* [EXERCISE BRIEF]
Every line below that has the word "القدس" counts once; report how many lines that makes, with no other words.

+++++

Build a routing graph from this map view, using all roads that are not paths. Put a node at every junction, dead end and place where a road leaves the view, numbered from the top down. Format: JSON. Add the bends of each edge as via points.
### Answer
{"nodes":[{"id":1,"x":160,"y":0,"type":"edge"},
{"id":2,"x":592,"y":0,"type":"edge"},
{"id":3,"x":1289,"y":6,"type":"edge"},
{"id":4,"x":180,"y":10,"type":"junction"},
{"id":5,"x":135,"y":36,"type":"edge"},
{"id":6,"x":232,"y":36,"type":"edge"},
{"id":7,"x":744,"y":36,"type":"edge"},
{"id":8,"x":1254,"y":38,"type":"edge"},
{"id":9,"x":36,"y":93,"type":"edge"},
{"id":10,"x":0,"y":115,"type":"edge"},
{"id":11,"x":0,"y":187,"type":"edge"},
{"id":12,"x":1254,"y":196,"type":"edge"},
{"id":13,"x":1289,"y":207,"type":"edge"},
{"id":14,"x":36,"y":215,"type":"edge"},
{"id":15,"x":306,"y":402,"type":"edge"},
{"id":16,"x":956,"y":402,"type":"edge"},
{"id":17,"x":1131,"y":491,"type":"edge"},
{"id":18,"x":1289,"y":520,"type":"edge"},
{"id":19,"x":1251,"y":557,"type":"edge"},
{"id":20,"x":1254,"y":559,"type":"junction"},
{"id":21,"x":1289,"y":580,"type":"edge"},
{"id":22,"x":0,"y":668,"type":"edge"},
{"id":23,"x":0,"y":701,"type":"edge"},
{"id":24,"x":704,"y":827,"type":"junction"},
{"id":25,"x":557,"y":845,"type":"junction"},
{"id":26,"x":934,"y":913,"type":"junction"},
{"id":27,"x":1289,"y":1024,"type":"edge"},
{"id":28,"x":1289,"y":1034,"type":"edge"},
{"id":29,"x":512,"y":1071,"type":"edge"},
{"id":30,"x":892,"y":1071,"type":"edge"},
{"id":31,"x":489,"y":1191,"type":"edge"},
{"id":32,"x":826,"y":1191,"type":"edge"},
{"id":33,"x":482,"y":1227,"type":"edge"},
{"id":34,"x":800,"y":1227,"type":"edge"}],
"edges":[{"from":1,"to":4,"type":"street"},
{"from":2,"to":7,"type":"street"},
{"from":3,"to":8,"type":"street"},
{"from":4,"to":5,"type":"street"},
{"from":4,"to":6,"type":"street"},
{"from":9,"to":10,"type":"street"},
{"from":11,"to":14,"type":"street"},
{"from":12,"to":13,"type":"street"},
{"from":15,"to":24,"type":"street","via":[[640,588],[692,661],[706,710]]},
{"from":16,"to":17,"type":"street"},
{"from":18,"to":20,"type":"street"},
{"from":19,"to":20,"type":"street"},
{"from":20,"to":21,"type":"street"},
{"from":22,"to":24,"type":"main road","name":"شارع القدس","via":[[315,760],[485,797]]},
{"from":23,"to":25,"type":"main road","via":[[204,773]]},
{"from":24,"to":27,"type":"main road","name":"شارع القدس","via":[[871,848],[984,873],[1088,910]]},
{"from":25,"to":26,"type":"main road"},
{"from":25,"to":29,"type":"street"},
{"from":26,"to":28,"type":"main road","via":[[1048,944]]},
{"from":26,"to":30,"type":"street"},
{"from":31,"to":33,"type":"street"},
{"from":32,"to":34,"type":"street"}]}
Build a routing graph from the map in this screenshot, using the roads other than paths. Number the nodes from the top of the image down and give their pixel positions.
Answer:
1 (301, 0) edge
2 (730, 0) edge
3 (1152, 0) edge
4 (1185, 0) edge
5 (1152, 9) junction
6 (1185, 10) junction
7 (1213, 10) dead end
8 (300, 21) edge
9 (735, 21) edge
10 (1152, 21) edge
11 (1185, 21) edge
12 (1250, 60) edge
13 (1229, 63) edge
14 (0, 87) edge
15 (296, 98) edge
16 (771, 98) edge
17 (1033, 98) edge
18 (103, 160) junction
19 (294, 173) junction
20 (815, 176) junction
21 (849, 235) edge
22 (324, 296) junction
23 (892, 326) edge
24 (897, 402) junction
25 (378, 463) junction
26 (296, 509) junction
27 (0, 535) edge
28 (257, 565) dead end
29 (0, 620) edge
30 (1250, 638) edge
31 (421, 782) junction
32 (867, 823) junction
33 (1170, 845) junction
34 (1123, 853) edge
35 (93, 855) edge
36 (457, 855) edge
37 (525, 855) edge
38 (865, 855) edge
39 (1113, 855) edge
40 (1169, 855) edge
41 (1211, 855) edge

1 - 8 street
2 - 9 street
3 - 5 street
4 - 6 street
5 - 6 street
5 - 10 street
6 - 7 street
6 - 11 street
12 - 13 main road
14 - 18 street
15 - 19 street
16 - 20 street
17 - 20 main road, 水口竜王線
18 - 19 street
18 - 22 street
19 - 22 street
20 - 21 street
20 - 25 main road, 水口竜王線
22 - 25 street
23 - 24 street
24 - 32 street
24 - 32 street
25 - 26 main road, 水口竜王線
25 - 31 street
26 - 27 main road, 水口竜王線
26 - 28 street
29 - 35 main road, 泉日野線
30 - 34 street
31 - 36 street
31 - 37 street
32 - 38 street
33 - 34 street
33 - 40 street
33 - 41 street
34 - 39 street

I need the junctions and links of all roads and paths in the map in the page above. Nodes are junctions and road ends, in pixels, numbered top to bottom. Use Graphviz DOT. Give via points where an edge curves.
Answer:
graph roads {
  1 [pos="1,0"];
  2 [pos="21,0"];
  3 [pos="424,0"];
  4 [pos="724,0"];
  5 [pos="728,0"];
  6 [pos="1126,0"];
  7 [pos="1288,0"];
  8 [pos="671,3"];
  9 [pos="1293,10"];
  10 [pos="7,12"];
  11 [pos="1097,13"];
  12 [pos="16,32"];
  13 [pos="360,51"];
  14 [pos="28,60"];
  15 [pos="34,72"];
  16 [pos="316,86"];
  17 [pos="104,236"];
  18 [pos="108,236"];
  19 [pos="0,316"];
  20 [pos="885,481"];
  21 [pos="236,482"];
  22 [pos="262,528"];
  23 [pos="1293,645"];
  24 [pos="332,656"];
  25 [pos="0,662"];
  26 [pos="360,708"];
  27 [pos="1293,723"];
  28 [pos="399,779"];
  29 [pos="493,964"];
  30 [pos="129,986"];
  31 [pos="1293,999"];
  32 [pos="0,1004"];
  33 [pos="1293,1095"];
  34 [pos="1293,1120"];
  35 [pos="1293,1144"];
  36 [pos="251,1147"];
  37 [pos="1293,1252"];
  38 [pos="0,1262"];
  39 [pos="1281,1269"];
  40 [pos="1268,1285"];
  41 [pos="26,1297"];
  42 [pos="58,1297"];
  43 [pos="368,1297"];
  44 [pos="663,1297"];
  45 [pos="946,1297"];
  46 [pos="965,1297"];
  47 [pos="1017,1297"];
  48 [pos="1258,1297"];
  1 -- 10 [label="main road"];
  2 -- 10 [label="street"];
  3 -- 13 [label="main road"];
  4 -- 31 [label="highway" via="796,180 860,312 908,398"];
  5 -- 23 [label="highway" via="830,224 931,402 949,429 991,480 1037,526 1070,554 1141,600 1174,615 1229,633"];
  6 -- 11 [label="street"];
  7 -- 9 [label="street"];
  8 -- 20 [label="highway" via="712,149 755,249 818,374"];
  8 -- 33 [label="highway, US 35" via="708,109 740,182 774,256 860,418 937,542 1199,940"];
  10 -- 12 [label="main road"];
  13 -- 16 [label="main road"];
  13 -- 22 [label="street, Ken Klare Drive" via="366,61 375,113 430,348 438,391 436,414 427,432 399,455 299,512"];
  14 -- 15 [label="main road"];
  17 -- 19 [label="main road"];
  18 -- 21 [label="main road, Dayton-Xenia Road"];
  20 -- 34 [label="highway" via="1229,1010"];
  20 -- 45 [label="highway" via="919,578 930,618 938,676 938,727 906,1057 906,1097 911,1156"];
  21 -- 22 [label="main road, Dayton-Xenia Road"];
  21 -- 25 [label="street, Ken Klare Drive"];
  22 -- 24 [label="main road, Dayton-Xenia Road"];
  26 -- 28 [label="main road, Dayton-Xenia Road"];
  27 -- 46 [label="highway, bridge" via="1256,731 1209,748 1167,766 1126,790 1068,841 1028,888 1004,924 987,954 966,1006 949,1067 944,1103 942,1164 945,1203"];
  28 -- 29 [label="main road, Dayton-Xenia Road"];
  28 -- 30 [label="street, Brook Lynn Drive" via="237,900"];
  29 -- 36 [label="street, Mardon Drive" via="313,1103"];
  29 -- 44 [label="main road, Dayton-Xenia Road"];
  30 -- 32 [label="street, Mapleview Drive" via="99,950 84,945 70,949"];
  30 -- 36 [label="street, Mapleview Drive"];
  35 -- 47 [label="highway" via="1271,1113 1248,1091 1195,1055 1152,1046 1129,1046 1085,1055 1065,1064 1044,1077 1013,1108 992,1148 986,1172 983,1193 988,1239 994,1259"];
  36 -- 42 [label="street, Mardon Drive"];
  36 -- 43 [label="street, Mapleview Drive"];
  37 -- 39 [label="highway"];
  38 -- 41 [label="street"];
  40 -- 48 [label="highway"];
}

+++++

* [RESULT OF THE TASK]
2